En 1900, Chandolin comptait exactement 200 habitants. C’est à partir des années
1920 que le nombre d’habitants diminua progressivement. Le développement touristique, l’ouverture de l’usine à Chippis (1905), la construction du barrage de Moiry (1954 à 58) offrirent, entre
autres, du travail aux chandolinards. L’arrivée de la route en 1961 mit un terme à une partie des traditions ancestrales.
Actualité
Les citoyens de la commune de Chandolin ont accepté à 54,4 % le 26 novembre 2006, la fusion avec les cinq autres
communes du Val d’Anniviers : Ayer, Grimentz, Saint-Jean, Saint-Luc et Vissoie. La nouvelle commune Anniviers sera effective en janvier
2009.
Chandolin en littérature
Corinna Bille
Ecrivain, elle aimait Chandolin et y séjournait dans le chalet construit
par son père le peintre Edmond Bille. Extrait de « Chandolin entre deux
abîmes » :
« Deux mille mètres. Un village qui se retient à la pente, un peu
d’herbe, une source pour les soifs, une forêt pour arrêter l’avalanche. C’est tout. Le pays du rien, du vide.

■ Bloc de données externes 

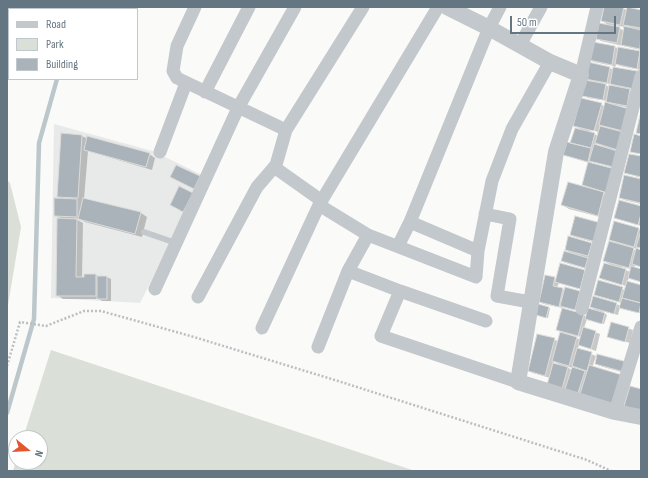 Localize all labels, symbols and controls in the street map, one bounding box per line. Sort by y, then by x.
legend [8,8,138,80]
scale bar [512,8,618,34]
text: 50 m [517,15,537,30]
text: Road [46,17,66,32]
text: Park [46,37,64,52]
text: Building [46,57,78,72]
north arrow [8,430,48,470]
text: N [32,449,46,458] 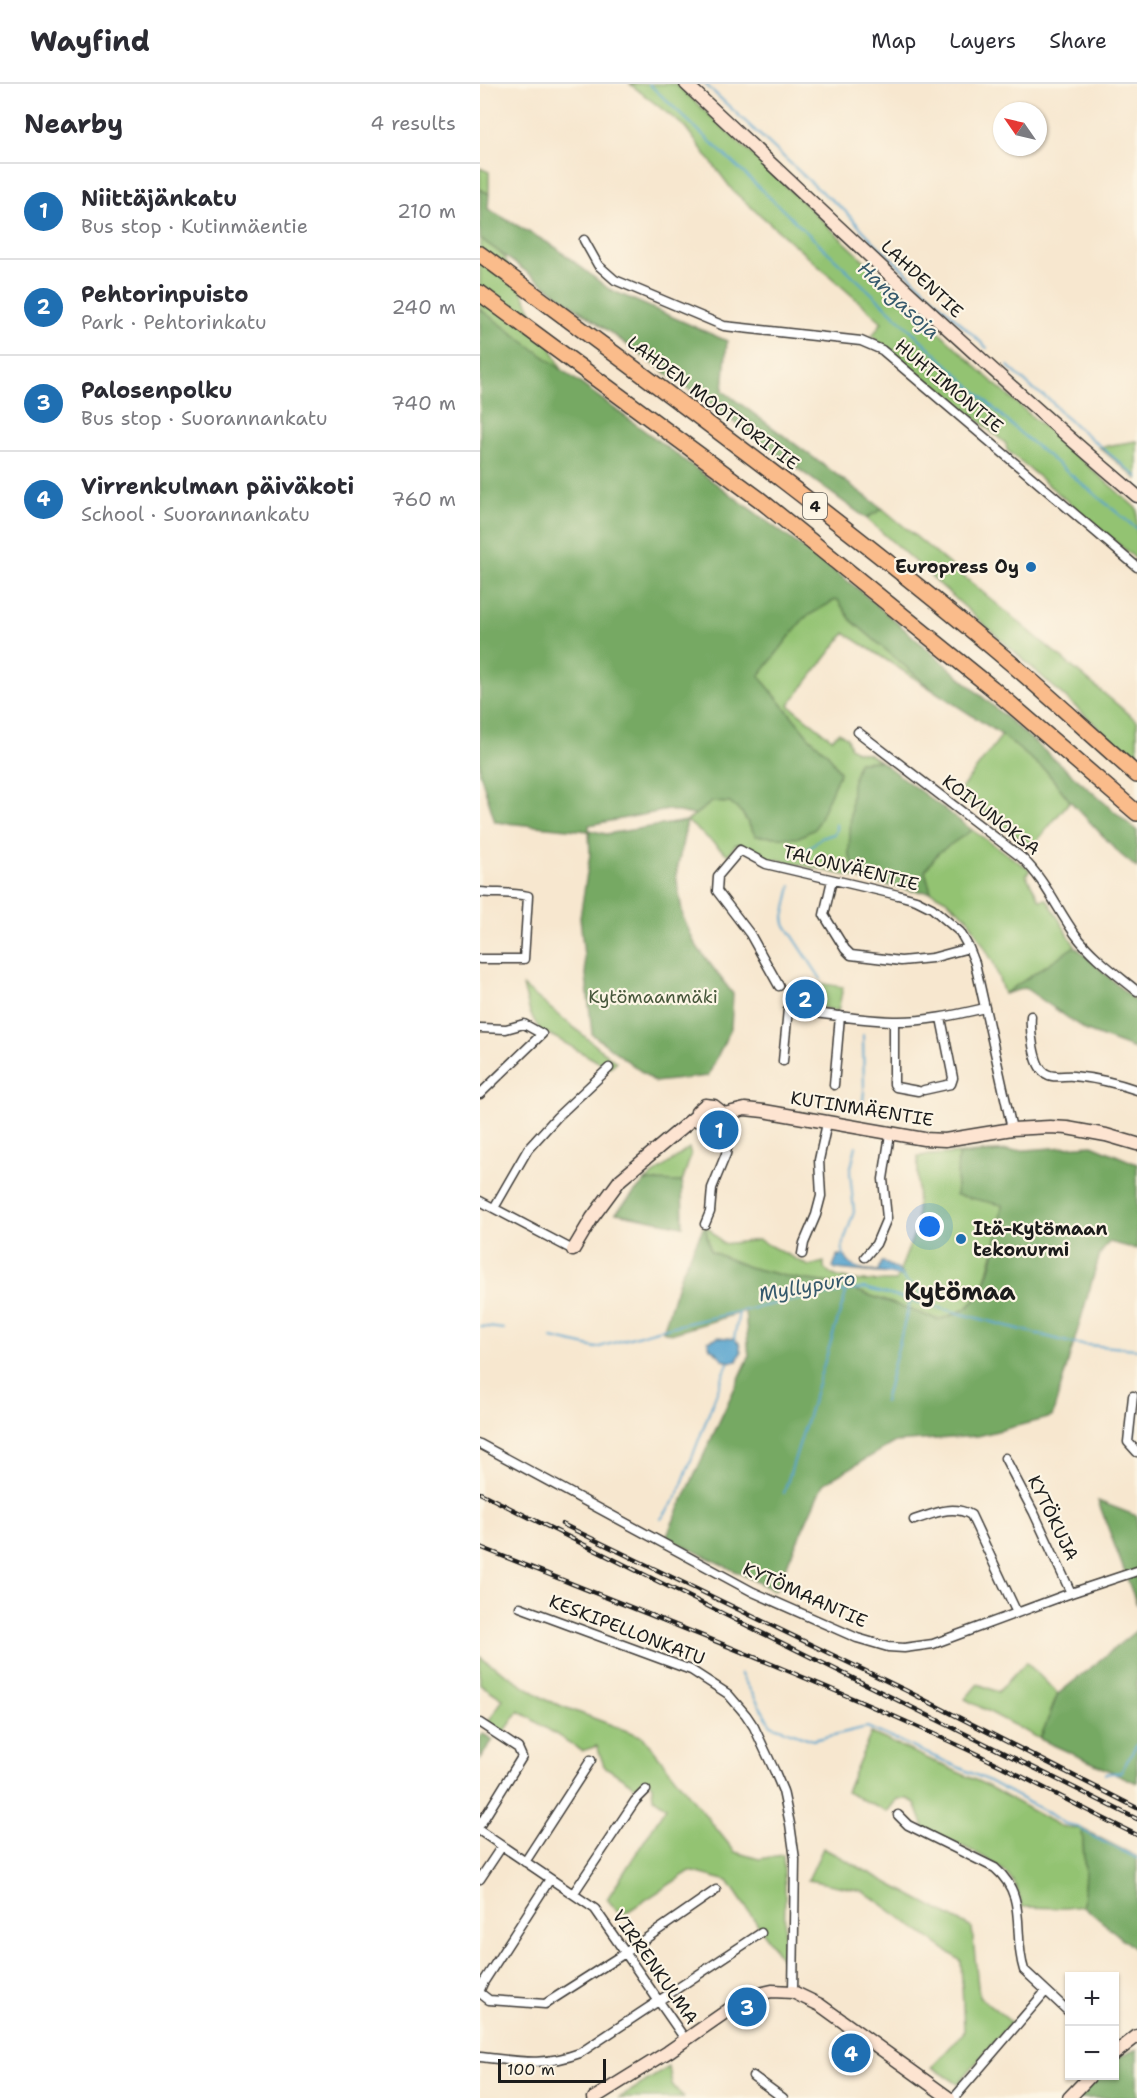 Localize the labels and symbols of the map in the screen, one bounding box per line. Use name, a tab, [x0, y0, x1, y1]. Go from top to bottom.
north arrow	[993, 102, 1047, 156]
street label: LAHDENTIE	[876, 235, 968, 323]
water label: Hangasoja	[852, 255, 946, 345]
street label: LAHDEN MOOTTORITIE	[622, 330, 804, 476]
street label: HUHTIMONTIE	[890, 334, 1008, 438]
road number: 4	[803, 493, 827, 519]
place label: Europress Oy	[895, 555, 1019, 579]
marker: Europress Oy	[1024, 560, 1038, 574]
street label: KOIVUNOKSA	[937, 769, 1045, 861]
street label: TALONVÄENTIE	[781, 840, 921, 896]
pin: 2	[786, 976, 824, 1022]
park label: Kytömaanmäki	[588, 985, 718, 1009]
street label: KUTINMÄENTIE	[789, 1086, 935, 1132]
pin: 1	[700, 1108, 738, 1152]
your location	[915, 1212, 944, 1241]
place label: Itä-Kytömaan tekonurmi	[973, 1217, 1107, 1262]
marker: Itä-Kytömaan tekonurmi	[954, 1232, 968, 1246]
water label: Myllypuro	[757, 1265, 857, 1307]
district label: Kytömaa	[904, 1276, 1016, 1308]
street label: KYTÖKUJA	[1022, 1471, 1084, 1565]
street label: KYTÖMAANTIE	[739, 1557, 871, 1633]
street label: KESKIPELLONKATU	[546, 1589, 708, 1671]
street label: VIRRENKULMA	[606, 1905, 704, 2029]
pin: 3	[728, 1984, 766, 2030]
pin: 4	[832, 2030, 871, 2076]
scale bar	[498, 2056, 606, 2084]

Puis on découvre (au contraire des pays faciles où la poussière attend sous les palmes), que c’est le pays des plus grandes richesses. Ici le repos est impossible,
l’équilibre aboli, la douceur violente. Pour vivre on doit marcher, monter, descendre et remonter.
Mais l’air est présent, un air que l’on touche, que l’on voit, qui possède forme, couleur et odeur, qui exige de notre sang un nouveau rythme, de notre âme une nouvelle
intensité. Il existe davantage que la terre elle-même, car ici la terre se termine ».
Ella Maillart
Voyageuse, photographe, écrivain, elle fit construire à Chandolin en 1948,
son chalet « Atchala » signifiant « la montagne » mais aussi « l’immuable » en sanskrit. Elle y vécu six mois par année jusqu’au 27 mars 1997, date où elle est
« retournée vers la lumière ».
Extrait de son livre « Chandolin
d’Anniviers », photographies et textes d’Ella Maillart :
« Pour celui qui l’a
désiré avec impatience, le silence est convalescence, délectation, résurrection : on s’y laisse glisser comme dans un velours profond. Grâce à cette durée du silence, des pensées lentes à la
mesure de l’homme ont enfin le temps de naître. Encouragés par le silence, l’émerveillement et l’amour vont palpiter à nouveau.
Après l’immense importance du silence, c’est l’étendue qui là-haut s’impose comme un miracle naturel… cette étendue qu’il
faut « fonder » comme dit Saint-Exupéry, « l’étendue est pour l’esprit, non pour les yeux ».